**PROVIDED RECORDS:**
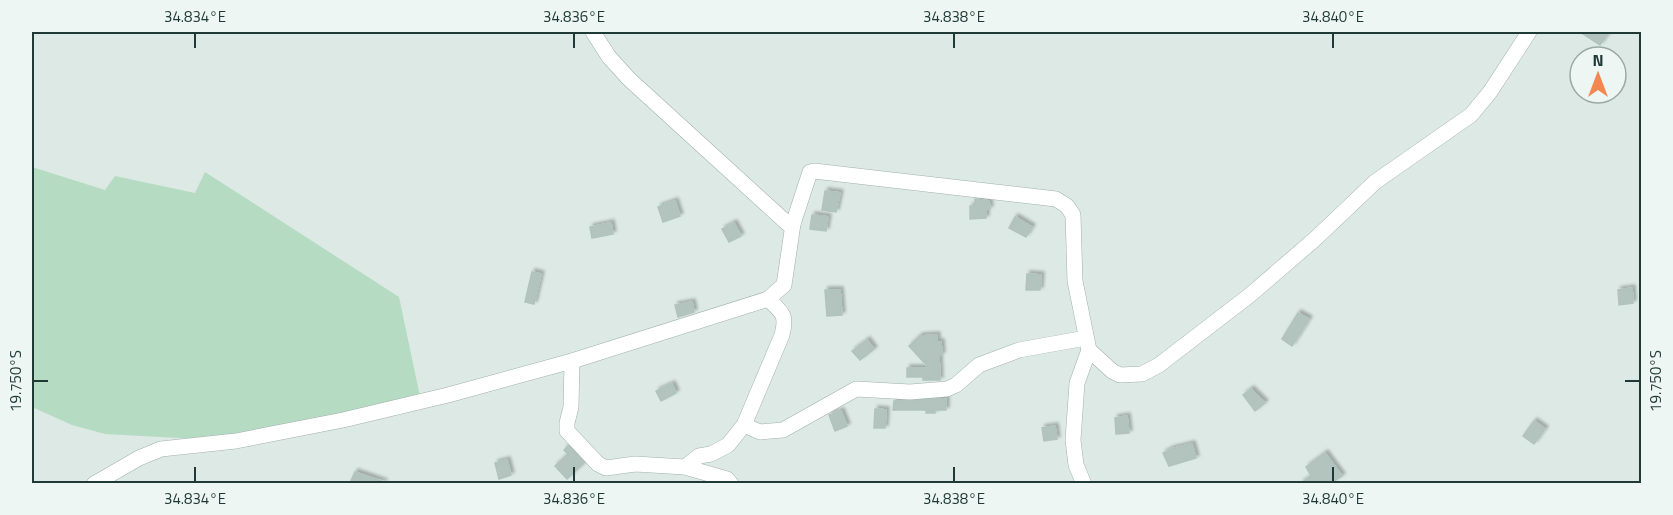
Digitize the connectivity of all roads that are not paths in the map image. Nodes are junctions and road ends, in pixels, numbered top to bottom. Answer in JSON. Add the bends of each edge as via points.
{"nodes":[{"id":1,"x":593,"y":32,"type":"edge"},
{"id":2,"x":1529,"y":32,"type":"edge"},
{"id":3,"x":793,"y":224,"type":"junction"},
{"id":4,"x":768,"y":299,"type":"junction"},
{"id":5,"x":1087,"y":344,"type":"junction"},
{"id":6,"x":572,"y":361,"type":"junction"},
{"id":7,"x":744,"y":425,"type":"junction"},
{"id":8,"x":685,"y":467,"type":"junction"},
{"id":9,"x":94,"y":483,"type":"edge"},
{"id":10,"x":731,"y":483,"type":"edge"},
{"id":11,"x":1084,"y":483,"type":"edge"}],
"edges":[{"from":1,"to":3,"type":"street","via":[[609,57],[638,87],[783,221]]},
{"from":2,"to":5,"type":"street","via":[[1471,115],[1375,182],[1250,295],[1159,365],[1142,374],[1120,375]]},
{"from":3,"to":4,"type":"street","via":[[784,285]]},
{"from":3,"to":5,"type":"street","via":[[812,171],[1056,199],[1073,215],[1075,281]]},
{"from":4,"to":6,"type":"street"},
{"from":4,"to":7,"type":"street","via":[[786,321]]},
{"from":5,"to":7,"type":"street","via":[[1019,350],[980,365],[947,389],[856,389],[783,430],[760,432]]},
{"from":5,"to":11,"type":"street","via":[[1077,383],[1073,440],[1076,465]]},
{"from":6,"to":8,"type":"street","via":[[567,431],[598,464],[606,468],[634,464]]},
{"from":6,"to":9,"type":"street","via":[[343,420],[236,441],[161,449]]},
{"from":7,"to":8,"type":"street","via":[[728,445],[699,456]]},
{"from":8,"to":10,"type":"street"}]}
* * *
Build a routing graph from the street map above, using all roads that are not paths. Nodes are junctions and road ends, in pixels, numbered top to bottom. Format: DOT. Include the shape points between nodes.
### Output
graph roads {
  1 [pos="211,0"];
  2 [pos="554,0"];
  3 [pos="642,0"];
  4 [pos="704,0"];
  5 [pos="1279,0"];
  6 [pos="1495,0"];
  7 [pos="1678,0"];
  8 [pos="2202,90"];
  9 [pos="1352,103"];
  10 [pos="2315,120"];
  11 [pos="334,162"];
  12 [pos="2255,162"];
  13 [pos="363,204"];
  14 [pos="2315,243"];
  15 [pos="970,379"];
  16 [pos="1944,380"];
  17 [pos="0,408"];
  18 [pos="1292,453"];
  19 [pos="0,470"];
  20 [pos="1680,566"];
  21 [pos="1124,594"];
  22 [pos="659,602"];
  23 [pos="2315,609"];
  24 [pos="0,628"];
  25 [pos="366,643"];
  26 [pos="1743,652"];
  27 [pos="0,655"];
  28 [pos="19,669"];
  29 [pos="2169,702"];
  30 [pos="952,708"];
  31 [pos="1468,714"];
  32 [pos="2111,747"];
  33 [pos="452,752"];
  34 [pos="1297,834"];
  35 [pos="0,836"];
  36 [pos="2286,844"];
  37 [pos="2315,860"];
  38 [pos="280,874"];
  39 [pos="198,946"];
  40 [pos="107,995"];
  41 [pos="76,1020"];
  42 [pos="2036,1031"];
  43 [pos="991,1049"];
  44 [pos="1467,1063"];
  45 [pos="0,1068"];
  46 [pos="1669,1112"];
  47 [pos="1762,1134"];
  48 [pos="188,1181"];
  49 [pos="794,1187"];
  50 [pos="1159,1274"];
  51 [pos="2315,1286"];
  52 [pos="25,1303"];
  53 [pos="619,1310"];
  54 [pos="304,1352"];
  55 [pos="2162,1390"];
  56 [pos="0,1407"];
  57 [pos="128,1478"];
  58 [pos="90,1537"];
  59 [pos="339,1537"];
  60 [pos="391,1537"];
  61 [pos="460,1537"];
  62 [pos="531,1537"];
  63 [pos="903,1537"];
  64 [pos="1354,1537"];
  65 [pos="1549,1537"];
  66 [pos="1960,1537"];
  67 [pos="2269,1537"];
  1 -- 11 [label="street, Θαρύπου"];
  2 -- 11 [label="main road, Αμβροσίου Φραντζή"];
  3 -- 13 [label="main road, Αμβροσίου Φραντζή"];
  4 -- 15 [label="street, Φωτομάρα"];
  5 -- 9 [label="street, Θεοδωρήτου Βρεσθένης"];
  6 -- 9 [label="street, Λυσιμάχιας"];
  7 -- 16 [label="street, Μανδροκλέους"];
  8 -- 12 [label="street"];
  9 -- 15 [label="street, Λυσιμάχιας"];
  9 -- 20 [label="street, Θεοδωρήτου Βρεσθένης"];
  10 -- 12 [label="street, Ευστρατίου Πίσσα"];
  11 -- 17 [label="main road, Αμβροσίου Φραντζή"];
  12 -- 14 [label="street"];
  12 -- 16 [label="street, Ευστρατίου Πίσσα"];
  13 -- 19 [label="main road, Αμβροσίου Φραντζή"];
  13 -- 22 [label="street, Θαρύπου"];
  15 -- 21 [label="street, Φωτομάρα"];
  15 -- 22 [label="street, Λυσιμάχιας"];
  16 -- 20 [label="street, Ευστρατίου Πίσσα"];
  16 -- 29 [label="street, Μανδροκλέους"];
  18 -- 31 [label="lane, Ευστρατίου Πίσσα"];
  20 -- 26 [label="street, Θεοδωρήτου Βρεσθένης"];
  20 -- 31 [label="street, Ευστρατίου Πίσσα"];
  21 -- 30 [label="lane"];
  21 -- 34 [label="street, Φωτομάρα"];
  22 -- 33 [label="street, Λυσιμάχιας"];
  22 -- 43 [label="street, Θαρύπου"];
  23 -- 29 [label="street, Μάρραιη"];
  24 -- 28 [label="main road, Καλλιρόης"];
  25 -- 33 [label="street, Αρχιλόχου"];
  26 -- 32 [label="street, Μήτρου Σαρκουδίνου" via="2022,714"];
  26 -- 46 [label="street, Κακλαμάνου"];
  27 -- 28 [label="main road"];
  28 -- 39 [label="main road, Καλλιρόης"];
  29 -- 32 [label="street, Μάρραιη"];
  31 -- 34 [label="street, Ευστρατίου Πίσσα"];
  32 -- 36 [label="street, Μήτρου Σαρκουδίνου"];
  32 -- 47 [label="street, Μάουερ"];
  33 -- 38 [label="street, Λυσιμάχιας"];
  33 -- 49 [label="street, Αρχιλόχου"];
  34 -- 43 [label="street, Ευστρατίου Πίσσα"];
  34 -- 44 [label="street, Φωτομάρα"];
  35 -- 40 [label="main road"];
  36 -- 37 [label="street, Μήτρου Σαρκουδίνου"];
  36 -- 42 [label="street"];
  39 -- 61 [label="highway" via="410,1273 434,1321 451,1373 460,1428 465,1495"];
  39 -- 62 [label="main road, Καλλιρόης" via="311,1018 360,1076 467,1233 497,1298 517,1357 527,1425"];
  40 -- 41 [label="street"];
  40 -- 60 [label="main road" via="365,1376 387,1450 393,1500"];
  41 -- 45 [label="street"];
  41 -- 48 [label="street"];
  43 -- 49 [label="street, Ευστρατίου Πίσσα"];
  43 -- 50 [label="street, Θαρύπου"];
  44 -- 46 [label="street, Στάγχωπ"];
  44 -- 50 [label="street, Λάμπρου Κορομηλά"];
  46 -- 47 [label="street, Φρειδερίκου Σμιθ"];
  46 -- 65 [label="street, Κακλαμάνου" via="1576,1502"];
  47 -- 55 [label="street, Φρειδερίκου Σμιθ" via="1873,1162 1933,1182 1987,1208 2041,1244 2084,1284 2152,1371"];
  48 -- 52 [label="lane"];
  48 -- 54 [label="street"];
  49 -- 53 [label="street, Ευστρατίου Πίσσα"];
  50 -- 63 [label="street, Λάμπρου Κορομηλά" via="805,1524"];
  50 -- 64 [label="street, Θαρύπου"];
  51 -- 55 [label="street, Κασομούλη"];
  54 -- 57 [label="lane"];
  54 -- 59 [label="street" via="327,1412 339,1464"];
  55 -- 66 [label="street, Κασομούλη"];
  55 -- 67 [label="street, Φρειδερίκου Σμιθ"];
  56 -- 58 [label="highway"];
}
==
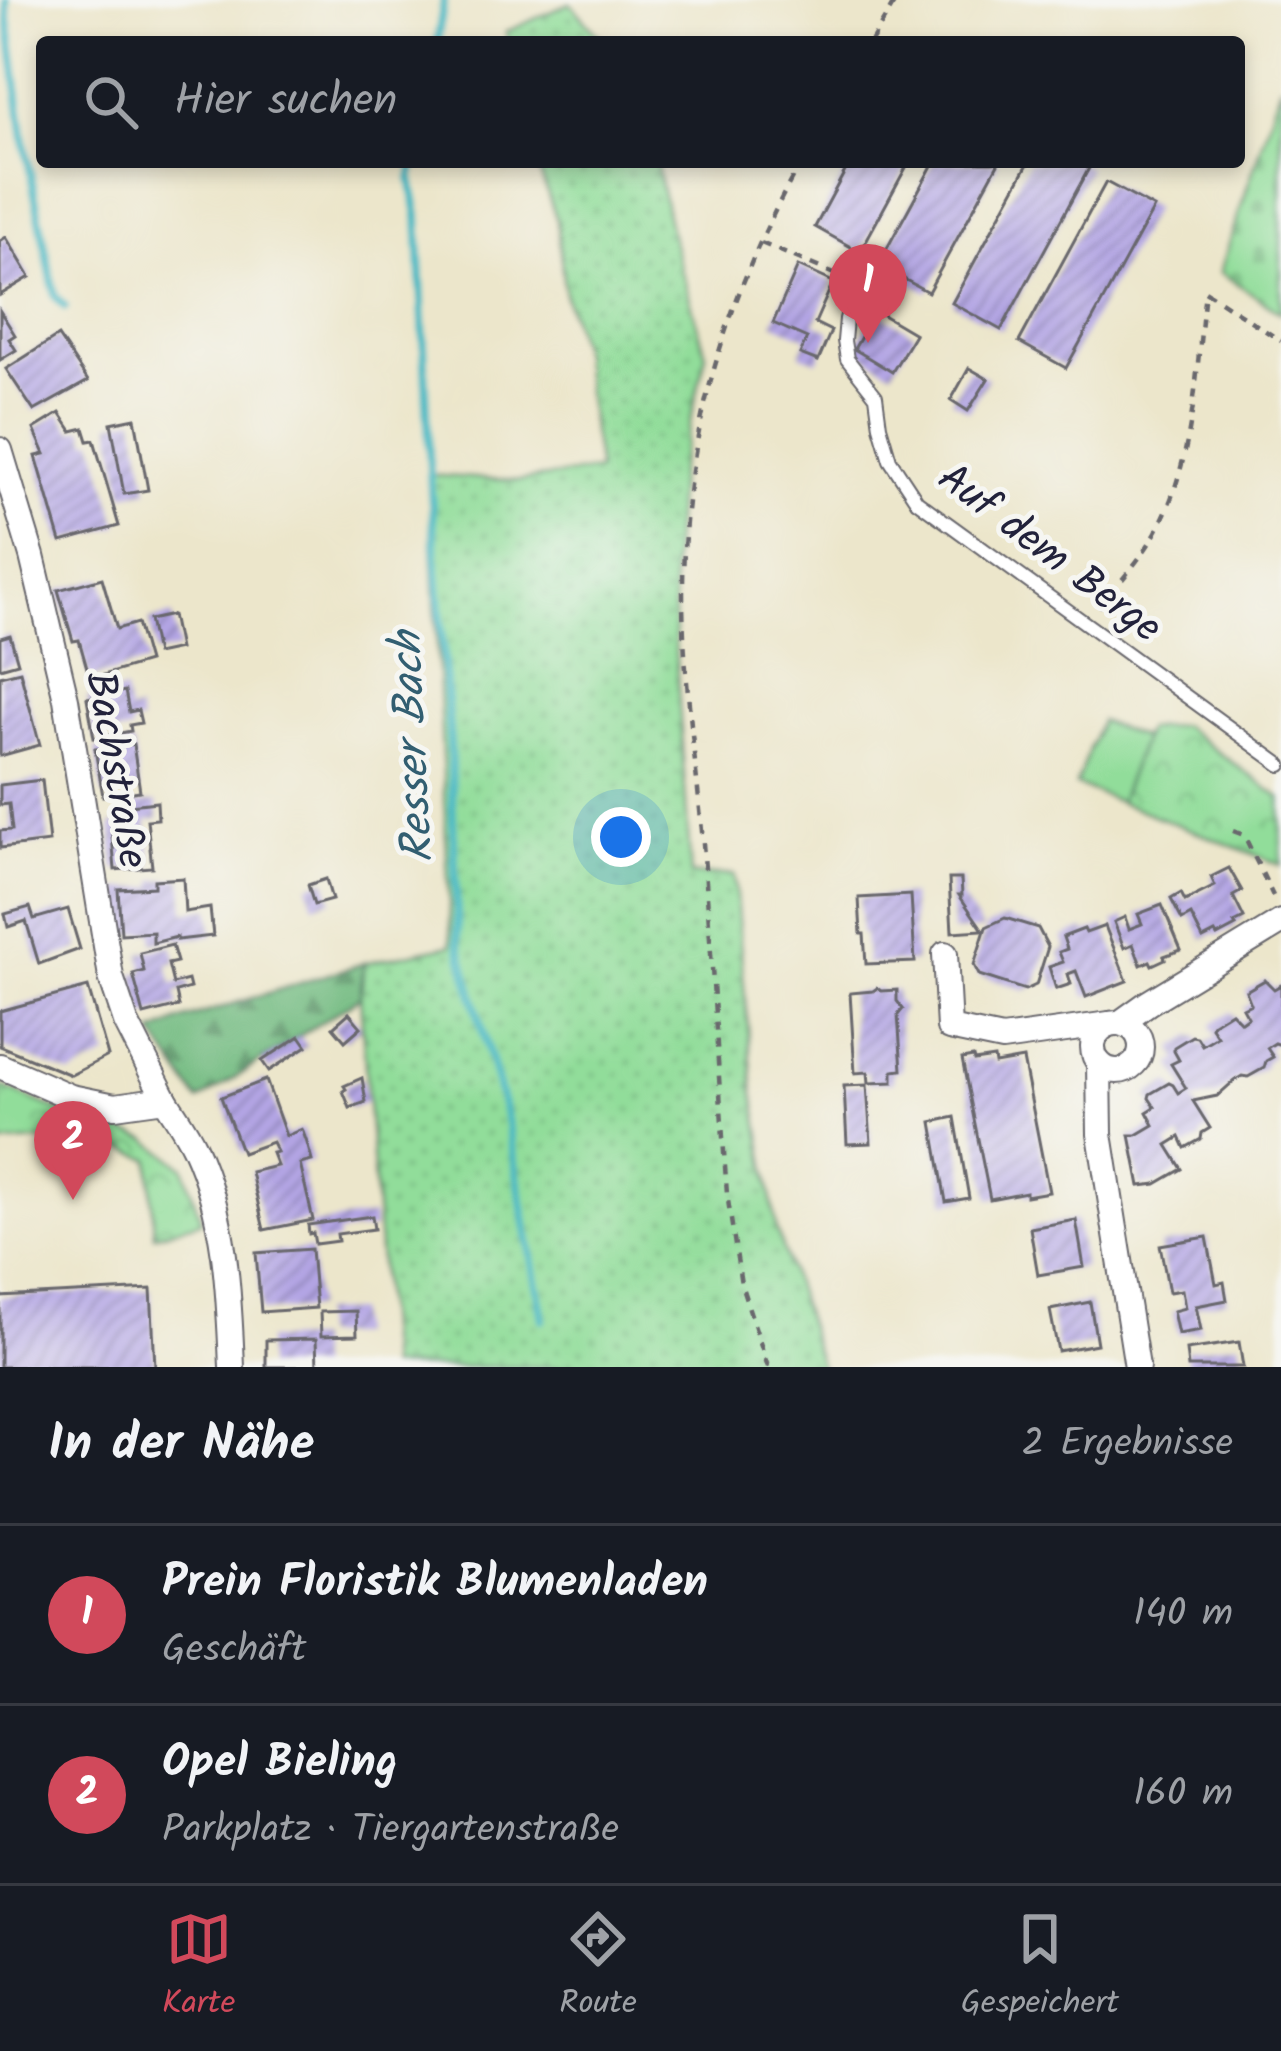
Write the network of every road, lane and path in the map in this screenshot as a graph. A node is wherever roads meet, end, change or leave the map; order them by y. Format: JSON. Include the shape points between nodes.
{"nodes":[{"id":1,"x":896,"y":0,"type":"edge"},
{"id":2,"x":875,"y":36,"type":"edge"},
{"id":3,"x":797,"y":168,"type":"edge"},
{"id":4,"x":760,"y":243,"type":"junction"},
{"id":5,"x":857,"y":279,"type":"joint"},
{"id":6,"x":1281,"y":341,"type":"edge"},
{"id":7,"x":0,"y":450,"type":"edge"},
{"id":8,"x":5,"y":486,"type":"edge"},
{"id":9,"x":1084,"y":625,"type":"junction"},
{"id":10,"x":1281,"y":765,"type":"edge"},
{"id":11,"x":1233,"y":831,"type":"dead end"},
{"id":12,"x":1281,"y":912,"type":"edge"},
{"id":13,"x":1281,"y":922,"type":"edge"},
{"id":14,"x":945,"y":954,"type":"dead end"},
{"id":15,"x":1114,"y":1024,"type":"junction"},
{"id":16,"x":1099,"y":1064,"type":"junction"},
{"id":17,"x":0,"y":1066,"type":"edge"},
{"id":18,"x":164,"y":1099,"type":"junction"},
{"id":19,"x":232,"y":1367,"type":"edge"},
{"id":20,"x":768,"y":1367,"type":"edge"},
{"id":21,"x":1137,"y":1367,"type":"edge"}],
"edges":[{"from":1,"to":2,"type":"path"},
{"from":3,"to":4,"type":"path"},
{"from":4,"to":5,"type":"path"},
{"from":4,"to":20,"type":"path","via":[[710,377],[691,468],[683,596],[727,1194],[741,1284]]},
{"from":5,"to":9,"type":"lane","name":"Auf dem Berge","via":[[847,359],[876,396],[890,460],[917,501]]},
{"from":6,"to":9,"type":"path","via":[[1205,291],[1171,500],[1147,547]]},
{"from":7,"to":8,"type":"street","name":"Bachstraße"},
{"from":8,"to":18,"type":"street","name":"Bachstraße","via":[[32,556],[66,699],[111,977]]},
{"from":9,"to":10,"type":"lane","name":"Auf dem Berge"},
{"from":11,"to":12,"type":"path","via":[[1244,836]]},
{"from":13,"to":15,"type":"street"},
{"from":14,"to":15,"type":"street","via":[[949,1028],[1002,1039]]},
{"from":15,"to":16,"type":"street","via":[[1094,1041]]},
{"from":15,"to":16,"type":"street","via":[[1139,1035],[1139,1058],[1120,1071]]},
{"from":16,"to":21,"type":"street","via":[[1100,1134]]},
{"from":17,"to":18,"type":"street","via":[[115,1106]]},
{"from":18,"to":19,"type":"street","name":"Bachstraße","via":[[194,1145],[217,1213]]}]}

**TASK DESCRIPTION:**
Look through the listing and return each line containing the word "roads".

**RESPONSE AREA:**
Digitize the connectivity of all roads that are not paths in the map image. Nodes are junctions and road ends, in pixels, numbered top to bottom. Answer in JSON. Add the bends of each edge as via points.
Build a routing graph from the street map above, using all roads that are not paths. Nodes are junctions and road ends, in pixels, numbered top to bottom. Format: DOT. Include the shape points between nodes.
graph roads {
Write the network of every road, lane and path in the map in this screenshot as a graph. A node is wherever roads meet, end, change or leave the map; order them by y. Format: JSON. Include the shape points between nodes.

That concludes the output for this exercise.